• _TASK INSTRUCTIONS_
Set down all of the data that follows, keeping every character.

(Dataset entries)
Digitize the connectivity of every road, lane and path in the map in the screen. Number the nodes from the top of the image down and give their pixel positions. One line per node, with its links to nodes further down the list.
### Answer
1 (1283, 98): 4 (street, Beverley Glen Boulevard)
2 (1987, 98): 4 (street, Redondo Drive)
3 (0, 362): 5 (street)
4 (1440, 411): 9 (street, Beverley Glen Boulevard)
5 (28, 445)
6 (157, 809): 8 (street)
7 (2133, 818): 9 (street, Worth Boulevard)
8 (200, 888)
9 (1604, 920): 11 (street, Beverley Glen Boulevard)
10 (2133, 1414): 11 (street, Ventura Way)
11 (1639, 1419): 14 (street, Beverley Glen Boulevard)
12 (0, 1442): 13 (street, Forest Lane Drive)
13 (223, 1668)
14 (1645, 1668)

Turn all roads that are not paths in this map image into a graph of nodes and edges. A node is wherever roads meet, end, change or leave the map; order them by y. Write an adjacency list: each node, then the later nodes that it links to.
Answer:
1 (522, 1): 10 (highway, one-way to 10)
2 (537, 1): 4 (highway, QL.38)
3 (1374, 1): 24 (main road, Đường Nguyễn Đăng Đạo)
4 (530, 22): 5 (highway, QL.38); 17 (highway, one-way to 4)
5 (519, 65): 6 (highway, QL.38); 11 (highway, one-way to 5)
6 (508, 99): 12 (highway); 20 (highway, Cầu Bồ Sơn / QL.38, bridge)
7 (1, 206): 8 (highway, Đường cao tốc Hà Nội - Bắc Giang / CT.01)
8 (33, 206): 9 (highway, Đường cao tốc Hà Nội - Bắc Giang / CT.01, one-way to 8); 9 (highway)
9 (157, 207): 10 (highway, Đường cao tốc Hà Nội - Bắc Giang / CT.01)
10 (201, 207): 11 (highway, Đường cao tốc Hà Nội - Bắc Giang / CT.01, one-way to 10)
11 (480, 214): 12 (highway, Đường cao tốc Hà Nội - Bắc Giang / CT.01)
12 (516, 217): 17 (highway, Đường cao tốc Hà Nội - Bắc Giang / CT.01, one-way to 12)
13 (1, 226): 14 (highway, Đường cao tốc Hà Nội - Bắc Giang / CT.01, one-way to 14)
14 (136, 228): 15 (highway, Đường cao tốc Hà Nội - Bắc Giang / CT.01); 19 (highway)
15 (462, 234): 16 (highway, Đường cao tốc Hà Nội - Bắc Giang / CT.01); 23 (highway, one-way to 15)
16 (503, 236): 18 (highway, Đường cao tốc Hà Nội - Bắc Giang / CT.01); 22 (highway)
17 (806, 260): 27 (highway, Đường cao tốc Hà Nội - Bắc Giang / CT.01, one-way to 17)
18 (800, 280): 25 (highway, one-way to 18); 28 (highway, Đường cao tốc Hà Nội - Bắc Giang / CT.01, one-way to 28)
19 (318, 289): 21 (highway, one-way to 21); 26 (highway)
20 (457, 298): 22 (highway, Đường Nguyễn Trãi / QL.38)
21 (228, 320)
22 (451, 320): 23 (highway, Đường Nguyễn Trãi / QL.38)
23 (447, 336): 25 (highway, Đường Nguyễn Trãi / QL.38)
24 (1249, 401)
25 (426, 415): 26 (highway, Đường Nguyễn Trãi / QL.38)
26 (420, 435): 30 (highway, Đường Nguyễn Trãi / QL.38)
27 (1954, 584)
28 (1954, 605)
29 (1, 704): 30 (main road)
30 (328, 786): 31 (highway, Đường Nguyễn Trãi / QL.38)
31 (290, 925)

• _EXERCISE SOLUTION_
Digitize the connectivity of every road, lane and path in the map in the screen. Number the nodes from the top of the image down and give their pixel positions. One line per node, with its links to nodes further down the list.
### Answer
1 (1283, 98): 4 (street, Beverley Glen Boulevard)
2 (1987, 98): 4 (street, Redondo Drive)
3 (0, 362): 5 (street)
4 (1440, 411): 9 (street, Beverley Glen Boulevard)
5 (28, 445)
6 (157, 809): 8 (street)
7 (2133, 818): 9 (street, Worth Boulevard)
8 (200, 888)
9 (1604, 920): 11 (street, Beverley Glen Boulevard)
10 (2133, 1414): 11 (street, Ventura Way)
11 (1639, 1419): 14 (street, Beverley Glen Boulevard)
12 (0, 1442): 13 (street, Forest Lane Drive)
13 (223, 1668)
14 (1645, 1668)

Turn all roads that are not paths in this map image into a graph of nodes and edges. A node is wherever roads meet, end, change or leave the map; order them by y. Write an adjacency list: each node, then the later nodes that it links to.
Answer:
1 (522, 1): 10 (highway, one-way to 10)
2 (537, 1): 4 (highway, QL.38)
3 (1374, 1): 24 (main road, Đường Nguyễn Đăng Đạo)
4 (530, 22): 5 (highway, QL.38); 17 (highway, one-way to 4)
5 (519, 65): 6 (highway, QL.38); 11 (highway, one-way to 5)
6 (508, 99): 12 (highway); 20 (highway, Cầu Bồ Sơn / QL.38, bridge)
7 (1, 206): 8 (highway, Đường cao tốc Hà Nội - Bắc Giang / CT.01)
8 (33, 206): 9 (highway, Đường cao tốc Hà Nội - Bắc Giang / CT.01, one-way to 8); 9 (highway)
9 (157, 207): 10 (highway, Đường cao tốc Hà Nội - Bắc Giang / CT.01)
10 (201, 207): 11 (highway, Đường cao tốc Hà Nội - Bắc Giang / CT.01, one-way to 10)
11 (480, 214): 12 (highway, Đường cao tốc Hà Nội - Bắc Giang / CT.01)
12 (516, 217): 17 (highway, Đường cao tốc Hà Nội - Bắc Giang / CT.01, one-way to 12)
13 (1, 226): 14 (highway, Đường cao tốc Hà Nội - Bắc Giang / CT.01, one-way to 14)
14 (136, 228): 15 (highway, Đường cao tốc Hà Nội - Bắc Giang / CT.01); 19 (highway)
15 (462, 234): 16 (highway, Đường cao tốc Hà Nội - Bắc Giang / CT.01); 23 (highway, one-way to 15)
16 (503, 236): 18 (highway, Đường cao tốc Hà Nội - Bắc Giang / CT.01); 22 (highway)
17 (806, 260): 27 (highway, Đường cao tốc Hà Nội - Bắc Giang / CT.01, one-way to 17)
18 (800, 280): 25 (highway, one-way to 18); 28 (highway, Đường cao tốc Hà Nội - Bắc Giang / CT.01, one-way to 28)
19 (318, 289): 21 (highway, one-way to 21); 26 (highway)
20 (457, 298): 22 (highway, Đường Nguyễn Trãi / QL.38)
21 (228, 320)
22 (451, 320): 23 (highway, Đường Nguyễn Trãi / QL.38)
23 (447, 336): 25 (highway, Đường Nguyễn Trãi / QL.38)
24 (1249, 401)
25 (426, 415): 26 (highway, Đường Nguyễn Trãi / QL.38)
26 (420, 435): 30 (highway, Đường Nguyễn Trãi / QL.38)
27 (1954, 584)
28 (1954, 605)
29 (1, 704): 30 (main road)
30 (328, 786): 31 (highway, Đường Nguyễn Trãi / QL.38)
31 (290, 925)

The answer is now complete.